Nature.com (geoscience)
Letter abstract
Nature Geoscience 3, 542 - 545 (2010)
Published online: 25 July 2010

Warming influenced by the ratio of black carbon to sulphate and the black-carbon source
M. V. Ramana1, V. Ramanathan1, Y. Feng1, S-C. Yoon2, S-W. Kim2, G. R. Carmichael3 & J. J. Schauer4

Black carbon is generated by fossil-fuel combustion and biomass burning. Black-carbon aerosols absorb solar radiation, and are probably a major source of global warming1, 2. However, the extent of black-carbon-induced warming is dependent on the concentration of sulphate and organic aerosols—which reflect solar radiation and cool the surface—and the origin of the black carbon3, 4. Here we examined the impact of black-carbon-to-sulphate ratios on net warming in China, using surface and aircraft measurements of aerosol plumes from Beijing, Shanghai and the Yellow Sea. The Beijing plumes had the highest ratio of black carbon to sulphate, and exerted a strong positive influence on the net warming.
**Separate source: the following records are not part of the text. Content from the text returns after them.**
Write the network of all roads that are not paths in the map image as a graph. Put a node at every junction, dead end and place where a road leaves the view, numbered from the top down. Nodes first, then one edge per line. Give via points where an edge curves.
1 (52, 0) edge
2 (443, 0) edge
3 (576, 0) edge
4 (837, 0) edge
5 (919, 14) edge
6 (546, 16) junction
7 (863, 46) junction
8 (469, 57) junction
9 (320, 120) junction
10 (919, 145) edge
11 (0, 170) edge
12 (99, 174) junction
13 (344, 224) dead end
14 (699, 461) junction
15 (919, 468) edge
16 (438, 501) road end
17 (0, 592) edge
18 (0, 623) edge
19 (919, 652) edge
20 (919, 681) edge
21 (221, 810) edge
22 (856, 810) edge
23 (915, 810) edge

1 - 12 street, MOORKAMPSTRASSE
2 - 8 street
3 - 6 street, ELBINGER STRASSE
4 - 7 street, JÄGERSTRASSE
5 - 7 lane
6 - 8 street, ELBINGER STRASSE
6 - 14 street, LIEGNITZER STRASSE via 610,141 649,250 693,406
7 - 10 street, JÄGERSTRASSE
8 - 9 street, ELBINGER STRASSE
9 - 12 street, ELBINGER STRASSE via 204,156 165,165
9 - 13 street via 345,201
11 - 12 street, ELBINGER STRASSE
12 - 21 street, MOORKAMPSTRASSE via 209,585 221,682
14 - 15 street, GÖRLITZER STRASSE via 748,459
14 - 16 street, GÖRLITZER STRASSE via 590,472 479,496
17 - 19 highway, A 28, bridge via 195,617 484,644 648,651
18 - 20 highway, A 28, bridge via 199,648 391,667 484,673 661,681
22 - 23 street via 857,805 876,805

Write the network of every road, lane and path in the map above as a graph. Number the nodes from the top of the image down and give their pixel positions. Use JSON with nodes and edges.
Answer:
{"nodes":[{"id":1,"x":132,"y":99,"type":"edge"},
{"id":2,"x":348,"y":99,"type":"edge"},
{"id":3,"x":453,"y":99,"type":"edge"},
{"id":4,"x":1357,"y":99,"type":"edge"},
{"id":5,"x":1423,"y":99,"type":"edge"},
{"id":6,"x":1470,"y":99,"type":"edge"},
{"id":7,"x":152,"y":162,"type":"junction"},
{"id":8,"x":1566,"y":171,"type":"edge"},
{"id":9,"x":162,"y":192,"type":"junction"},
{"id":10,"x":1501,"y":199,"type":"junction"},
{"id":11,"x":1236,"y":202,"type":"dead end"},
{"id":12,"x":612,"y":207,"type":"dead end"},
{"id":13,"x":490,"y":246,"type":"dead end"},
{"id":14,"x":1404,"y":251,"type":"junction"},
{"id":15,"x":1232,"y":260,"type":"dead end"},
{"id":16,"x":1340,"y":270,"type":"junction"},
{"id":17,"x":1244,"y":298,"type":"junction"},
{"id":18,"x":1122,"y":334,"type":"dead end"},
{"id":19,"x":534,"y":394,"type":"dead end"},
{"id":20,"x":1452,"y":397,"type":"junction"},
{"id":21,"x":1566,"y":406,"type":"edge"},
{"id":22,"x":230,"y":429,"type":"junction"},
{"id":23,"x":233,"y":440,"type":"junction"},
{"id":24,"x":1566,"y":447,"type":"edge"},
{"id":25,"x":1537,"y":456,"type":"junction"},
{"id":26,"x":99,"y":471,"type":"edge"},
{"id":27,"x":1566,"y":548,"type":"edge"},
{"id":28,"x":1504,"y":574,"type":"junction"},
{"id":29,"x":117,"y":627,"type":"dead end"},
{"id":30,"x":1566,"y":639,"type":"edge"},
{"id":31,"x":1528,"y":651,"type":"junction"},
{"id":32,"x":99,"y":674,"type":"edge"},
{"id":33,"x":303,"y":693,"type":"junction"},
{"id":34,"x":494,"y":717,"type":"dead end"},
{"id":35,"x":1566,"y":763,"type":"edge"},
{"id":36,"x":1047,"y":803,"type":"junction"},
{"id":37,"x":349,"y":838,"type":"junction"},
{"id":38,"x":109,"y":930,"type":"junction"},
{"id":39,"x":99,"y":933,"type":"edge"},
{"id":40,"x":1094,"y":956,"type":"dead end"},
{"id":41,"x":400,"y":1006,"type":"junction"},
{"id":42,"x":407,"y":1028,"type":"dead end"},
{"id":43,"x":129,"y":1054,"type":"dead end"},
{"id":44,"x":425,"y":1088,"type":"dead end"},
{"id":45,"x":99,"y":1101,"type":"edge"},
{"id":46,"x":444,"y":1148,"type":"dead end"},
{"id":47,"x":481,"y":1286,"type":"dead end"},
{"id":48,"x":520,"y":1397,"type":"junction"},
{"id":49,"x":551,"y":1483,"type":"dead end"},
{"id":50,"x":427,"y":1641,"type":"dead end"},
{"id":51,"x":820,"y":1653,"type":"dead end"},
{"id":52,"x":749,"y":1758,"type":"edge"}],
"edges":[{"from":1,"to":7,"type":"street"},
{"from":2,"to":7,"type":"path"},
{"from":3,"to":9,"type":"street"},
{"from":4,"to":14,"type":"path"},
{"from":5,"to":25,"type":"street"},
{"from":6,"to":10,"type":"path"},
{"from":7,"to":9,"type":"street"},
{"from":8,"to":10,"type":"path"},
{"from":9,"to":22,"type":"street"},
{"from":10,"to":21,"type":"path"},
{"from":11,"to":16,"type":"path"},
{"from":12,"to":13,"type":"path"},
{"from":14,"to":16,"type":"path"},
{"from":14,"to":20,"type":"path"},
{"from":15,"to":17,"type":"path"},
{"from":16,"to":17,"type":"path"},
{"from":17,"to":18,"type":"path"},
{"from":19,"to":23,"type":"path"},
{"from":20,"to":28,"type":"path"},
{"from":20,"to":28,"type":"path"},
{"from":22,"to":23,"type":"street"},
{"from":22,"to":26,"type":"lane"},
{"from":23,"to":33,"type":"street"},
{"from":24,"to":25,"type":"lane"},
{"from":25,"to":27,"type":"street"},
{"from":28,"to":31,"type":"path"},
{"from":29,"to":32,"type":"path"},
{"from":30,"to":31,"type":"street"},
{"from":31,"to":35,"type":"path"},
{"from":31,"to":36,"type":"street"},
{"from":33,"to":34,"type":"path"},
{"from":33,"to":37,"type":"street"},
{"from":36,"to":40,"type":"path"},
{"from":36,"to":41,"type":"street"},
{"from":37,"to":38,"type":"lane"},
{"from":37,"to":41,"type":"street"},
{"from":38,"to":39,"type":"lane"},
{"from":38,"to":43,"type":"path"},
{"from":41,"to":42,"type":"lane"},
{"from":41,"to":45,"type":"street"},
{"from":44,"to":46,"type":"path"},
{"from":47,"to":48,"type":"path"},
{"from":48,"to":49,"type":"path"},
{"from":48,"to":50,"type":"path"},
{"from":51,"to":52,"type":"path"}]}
Compiling all the data, we show that solar-absorption efficiency was positively correlated with the ratio of black carbon to sulphate. Furthermore, we show that fossil-fuel-dominated black-carbon plumes were approximately 100% more efficient warming agents than biomass-burning-dominated plumes. We suggest that climate-change-mitigation policies should aim at reducing fossil-fuel black-carbon emissions, together with the atmospheric ratio of black carbon to sulphate.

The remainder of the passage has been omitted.